PORT HARCOURT, 29 mars (Reuters) - Confusion et violences ont émaillé les élections présidentielle et législatives organisées ce week-end au Nigeria, dont les résultats dans l'Etat pétrolier de Rivers ont été récusés par l'opposition avant même la fermeture des bureaux de vote.

Le parti All Progressive Congress (APC), dont le chef de file Muhammadu Buhari, un musulman du Nord, entend renvoyer dans l'opposition le président sortant Goodluck Jonathan, un chrétien du Sud, accuse des partisans du chef de l'Etat sortant d'avoir tué plusieurs de ses militants dans l'Etat de Rivers, haut lieu de l'industrie pétrolière nationale dans le sud du pays.

"Des milices armées (...) multiplient les meurtres de membres de l'APC. Beaucoup ont déjà été tués", dit le mouvement dans un communiqué. "Quelles que soient les bêtises qui seront annoncées en guise de résultats du scrutin d'aujourd'hui, elles ne sont pas acceptables pour nous", poursuit-il, dénonçant une "parodie" d'élection.

Des manifestants se sont rassemblés devant le siège de la commission électorale à Port-Harcourt, la capitale de l'Etat, pour réclamer la tenue d'un nouveau scrutin. La police a dû tirer des coups de semonce pour repousser les manifestants.

Les premiers résultats issus des 120.000 bureaux de vote devraient être connus dans la soirée, a annoncé le président de la commission électorale indépendante (Inec), Attahiru Jega, lors d'une conférence de presse à Abuja.

Il a également admis que les accusations d'irrégularités dans l'Etat de Rivers le préoccupaient. Des investigations sont en cours pour évaluer leur importance.

Le Parti démocratique populaire (PDP) du président Jonathan a accusé pour sa part ses adversaires de l'APC d'avoir fait voter des Nigérians trop jeunes pour être inscrits sur les listes électorales.

LE PRÉCÉDENT DE 2011

Lors du précédent scrutin, en 2011, la défaite de Muhammadu Buhari face à Goodluck Jonathan avait donné à des violences qui avaient fait 800 morts et chassé de chez eux 65.000 habitants du Nord musulman.

"Le danger réside dans l'après-élections", commentait samedi Bakili Mulizi, ancien président du Malawi qui dirige la mission d'observation du Commonwealth.

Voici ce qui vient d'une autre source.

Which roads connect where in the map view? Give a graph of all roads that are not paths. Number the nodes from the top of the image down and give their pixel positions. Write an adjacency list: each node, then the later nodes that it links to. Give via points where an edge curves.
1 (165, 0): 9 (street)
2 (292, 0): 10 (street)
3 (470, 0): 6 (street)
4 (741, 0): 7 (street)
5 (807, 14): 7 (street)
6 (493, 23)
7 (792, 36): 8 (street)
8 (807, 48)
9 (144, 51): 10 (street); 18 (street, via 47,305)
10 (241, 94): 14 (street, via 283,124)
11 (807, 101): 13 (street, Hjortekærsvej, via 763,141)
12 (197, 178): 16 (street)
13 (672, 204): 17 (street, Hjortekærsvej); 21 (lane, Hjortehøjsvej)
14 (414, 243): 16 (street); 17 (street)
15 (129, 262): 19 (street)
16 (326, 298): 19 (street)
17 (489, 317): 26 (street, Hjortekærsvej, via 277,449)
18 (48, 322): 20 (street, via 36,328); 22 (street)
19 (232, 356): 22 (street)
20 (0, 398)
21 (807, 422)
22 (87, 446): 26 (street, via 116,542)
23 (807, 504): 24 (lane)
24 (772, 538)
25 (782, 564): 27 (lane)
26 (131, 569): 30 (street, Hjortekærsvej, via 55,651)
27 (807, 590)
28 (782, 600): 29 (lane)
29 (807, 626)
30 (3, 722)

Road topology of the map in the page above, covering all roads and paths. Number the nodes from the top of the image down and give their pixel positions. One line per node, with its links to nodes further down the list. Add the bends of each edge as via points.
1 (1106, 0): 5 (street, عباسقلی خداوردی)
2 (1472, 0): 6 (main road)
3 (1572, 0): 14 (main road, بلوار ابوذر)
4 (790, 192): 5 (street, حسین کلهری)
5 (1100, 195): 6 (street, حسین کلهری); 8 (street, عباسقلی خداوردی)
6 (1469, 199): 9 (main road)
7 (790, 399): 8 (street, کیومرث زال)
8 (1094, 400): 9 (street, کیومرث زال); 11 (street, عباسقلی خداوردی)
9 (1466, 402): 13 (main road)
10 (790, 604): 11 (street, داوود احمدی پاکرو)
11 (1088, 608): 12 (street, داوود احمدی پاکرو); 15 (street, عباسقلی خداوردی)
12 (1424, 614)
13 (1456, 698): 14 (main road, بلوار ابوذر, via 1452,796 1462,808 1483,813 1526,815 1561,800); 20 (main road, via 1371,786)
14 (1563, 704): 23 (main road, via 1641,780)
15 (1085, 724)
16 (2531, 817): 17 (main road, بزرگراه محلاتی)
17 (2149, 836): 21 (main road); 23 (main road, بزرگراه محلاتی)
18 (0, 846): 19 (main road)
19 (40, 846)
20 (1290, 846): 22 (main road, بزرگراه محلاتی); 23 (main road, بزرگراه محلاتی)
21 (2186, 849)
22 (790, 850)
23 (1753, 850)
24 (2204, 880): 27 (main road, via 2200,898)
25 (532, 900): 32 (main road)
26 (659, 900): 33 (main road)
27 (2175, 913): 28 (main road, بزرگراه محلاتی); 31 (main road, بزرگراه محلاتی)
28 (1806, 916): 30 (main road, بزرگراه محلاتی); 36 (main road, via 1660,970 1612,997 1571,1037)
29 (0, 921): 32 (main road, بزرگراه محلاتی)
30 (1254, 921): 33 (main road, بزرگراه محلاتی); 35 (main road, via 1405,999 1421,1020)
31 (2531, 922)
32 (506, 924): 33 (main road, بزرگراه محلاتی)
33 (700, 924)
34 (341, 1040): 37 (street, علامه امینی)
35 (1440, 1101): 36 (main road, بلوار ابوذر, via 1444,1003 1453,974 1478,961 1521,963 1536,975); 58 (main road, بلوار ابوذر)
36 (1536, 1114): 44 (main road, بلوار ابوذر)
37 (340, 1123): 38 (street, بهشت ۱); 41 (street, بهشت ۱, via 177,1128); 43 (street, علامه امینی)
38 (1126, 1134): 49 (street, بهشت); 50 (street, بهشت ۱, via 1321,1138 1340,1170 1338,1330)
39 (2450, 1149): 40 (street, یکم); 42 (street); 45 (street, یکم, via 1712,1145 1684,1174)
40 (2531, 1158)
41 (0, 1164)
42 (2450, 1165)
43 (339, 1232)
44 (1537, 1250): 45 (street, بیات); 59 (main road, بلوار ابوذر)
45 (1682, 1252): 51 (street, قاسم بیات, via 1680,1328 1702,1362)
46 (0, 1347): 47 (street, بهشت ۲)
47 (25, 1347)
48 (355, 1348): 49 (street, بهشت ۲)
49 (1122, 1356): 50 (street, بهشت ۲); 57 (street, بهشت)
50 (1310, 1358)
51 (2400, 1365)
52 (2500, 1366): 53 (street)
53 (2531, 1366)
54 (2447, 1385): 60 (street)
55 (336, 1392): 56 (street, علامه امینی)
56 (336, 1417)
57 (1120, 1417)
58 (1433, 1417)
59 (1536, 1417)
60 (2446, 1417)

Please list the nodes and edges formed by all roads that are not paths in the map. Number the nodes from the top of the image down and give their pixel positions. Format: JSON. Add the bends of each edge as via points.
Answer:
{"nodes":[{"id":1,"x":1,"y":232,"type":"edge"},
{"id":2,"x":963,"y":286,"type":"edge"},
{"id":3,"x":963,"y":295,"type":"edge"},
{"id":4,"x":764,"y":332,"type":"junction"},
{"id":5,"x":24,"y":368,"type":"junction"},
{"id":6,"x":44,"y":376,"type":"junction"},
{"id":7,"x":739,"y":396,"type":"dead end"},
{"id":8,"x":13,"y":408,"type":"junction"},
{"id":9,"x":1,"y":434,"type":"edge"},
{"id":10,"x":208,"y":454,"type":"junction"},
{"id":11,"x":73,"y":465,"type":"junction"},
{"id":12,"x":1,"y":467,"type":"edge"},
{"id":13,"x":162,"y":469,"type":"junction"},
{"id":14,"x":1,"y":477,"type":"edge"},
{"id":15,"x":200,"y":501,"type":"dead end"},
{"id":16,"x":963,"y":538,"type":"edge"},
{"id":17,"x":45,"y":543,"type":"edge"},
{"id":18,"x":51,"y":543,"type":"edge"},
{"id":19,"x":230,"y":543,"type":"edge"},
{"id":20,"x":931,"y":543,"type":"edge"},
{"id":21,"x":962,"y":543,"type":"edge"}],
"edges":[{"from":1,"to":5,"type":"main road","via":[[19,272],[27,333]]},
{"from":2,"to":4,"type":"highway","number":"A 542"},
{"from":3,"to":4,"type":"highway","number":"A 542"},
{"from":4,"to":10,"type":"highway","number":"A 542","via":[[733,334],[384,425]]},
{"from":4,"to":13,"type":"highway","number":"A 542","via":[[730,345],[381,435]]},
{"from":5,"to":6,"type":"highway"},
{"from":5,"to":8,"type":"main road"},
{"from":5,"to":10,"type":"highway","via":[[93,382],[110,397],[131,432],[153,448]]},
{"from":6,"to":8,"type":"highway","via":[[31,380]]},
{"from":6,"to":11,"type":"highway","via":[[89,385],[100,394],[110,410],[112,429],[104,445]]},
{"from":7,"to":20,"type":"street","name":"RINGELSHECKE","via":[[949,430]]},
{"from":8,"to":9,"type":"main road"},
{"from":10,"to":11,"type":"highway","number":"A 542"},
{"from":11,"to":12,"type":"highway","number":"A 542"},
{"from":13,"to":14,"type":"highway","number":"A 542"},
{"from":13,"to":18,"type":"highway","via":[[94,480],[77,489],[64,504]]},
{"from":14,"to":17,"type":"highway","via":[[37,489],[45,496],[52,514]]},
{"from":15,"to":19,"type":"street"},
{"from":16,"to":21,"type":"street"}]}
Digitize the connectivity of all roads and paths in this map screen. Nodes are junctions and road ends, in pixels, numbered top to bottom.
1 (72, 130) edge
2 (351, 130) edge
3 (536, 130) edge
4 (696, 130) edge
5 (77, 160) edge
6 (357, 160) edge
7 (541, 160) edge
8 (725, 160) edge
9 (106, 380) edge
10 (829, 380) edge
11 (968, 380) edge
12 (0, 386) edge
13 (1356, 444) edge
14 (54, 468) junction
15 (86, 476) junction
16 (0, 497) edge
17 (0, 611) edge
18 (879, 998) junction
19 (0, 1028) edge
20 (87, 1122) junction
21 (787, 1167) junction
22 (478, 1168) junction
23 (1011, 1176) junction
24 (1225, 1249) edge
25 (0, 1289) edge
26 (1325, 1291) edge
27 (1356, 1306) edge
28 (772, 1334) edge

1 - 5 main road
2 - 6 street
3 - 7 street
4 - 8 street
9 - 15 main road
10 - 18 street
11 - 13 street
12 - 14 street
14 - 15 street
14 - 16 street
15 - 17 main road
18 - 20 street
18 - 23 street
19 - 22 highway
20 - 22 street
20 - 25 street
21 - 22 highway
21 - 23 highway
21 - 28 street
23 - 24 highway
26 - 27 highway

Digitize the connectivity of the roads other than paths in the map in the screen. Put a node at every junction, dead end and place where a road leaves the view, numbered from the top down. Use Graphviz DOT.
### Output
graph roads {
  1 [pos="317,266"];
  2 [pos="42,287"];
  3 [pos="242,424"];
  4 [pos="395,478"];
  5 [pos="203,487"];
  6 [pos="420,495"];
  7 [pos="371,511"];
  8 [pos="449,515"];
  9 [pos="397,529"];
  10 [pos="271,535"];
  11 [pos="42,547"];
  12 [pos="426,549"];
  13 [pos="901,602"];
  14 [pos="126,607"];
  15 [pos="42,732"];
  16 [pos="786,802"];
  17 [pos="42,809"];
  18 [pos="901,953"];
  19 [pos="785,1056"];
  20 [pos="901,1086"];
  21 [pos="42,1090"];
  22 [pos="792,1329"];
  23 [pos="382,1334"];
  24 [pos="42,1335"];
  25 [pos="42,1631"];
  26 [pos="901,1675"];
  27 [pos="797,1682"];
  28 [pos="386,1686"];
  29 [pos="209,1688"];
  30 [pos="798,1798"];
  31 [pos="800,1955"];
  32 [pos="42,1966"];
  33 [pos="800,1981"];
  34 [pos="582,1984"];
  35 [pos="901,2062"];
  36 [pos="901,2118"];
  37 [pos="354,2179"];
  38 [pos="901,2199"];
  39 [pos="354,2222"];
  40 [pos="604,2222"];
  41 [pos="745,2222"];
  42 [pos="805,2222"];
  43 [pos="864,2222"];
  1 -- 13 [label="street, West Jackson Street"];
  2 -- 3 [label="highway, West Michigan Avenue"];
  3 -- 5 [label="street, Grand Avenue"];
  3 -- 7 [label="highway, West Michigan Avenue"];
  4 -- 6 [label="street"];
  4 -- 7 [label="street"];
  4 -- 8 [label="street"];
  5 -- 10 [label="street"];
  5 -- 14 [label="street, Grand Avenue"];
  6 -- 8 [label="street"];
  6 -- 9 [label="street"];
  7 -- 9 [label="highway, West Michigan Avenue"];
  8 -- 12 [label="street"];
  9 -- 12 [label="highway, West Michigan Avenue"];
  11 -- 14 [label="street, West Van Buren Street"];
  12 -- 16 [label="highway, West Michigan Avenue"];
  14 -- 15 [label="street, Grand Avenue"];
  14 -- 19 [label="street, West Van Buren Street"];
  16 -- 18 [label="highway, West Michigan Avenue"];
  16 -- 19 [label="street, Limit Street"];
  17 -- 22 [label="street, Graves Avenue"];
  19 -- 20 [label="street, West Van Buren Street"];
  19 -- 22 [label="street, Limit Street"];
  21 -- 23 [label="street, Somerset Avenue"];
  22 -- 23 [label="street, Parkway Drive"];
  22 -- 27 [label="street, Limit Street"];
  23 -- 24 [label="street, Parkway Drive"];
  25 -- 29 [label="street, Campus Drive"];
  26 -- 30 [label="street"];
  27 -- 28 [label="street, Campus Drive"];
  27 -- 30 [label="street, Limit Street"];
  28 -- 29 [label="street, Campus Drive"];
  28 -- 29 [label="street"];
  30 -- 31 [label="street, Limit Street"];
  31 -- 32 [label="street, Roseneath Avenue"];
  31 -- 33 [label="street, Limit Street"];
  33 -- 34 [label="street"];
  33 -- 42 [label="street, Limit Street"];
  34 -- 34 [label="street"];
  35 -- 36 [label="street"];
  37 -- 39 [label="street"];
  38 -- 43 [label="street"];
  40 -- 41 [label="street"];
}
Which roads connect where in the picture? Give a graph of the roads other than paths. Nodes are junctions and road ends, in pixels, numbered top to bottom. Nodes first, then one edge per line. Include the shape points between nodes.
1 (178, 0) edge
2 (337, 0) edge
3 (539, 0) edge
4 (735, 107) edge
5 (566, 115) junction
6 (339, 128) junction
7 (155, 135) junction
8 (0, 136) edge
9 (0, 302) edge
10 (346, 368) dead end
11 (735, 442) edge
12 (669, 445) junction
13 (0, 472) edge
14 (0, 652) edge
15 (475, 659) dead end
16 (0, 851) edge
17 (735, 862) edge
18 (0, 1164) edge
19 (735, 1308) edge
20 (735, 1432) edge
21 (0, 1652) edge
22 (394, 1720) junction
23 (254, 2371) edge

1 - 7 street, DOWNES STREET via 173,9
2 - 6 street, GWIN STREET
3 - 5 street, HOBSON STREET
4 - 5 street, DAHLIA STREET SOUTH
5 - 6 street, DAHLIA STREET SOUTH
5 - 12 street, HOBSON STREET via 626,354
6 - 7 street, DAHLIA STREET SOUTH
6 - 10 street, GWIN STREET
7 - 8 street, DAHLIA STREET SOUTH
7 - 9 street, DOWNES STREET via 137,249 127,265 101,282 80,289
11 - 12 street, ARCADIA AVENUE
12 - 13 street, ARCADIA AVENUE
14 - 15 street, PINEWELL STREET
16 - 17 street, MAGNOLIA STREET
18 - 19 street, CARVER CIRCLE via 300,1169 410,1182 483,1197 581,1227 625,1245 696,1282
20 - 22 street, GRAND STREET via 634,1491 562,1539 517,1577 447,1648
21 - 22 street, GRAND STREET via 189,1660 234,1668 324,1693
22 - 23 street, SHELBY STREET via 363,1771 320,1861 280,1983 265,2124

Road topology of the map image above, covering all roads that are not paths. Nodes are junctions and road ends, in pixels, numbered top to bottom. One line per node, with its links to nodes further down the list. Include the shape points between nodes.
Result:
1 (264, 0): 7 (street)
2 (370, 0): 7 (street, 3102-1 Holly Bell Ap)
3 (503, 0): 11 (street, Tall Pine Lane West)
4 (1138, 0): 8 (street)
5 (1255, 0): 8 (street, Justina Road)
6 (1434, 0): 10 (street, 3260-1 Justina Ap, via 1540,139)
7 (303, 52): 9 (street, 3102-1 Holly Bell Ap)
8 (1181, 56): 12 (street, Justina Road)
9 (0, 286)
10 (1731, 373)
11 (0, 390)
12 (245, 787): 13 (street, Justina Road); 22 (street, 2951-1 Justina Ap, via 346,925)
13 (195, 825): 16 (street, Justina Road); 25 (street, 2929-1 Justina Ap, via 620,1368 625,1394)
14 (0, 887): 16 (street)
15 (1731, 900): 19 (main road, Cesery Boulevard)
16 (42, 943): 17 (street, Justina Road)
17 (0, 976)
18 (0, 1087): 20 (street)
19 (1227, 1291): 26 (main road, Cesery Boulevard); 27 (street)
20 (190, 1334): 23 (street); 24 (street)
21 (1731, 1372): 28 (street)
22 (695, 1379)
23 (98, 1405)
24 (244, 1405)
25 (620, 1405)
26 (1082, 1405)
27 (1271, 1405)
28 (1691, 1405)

Entamées samedi, les opérations de vote ont été prolongées dimanche en raison de problèmes techniques liés à lecture des cartes d'électeurs biométriques introduites pour limiter les fraudes.

Pour l'emporter, un candidat doit obtenir la majorité simple des suffrages ainsi qu'au moins 25% des voix dans les deux tiers des 36 Etats du pays et la capitale fédérale. Si au moins une de ces conditions n'est pas remplie, un second tour est organisé dans les sept jours suivant la proclamation officielle des résultats.

La victoire d'un candidat de l'opposition serait une première dans le pays le plus peuplé d'Afrique, en proie depuis six ans aux violences des islamistes de Boko Haram, qui avaient menacé de s'en prendre à tous ceux qui iraient voter. Ils ont tenté de perturber le déroulement des élections. Leurs attaques dans les Etats de Yobe et de Gombe ont fait 14 morts en tout, dont un candidat de l'opposition.

Sur les treize adversaires de Goodluck Jonathan, seul l'ancien général Muhammadu Buhari semble en mesure de l'inquiéter.

Le principal argument de campagne mis en avant par cet ex-militaire âgé de 72 ans est le sentiment généralement partagé qu'il ne s'est pas servi dans les caisses du pays lors de ses deux années passées à la tête du Nigeria, après le coup d'Etat de décembre 1983, alors que le mandat de Goodluck Jonathan, 57 ans, a été émaillé d'affaires de corruption en matière pétrolière.

Sa réputation d'homme à poigne séduit également une partie de l'électorat qui accuse le gouvernement sortant de n'avoir pas su les protéger contre la violence de Boko Haram. Cette incapacité a été patente au moment de l'enlèvement de quelque 200 lycéennes par la secte islamiste en avril dernier.

Avec l'aide de contingents tchadien, camerounais et nigérien, l'armée a repris une bonne part des territoires dont il s'était emparé, mais le mouvement continue à s'en prendre quotidiennement aux civils dans le Nord-Est. (avec Ed Cropley et Abraham Terngu à Abuja; Jean-Philippe Lefief et Henri-Pierre André pour le service français)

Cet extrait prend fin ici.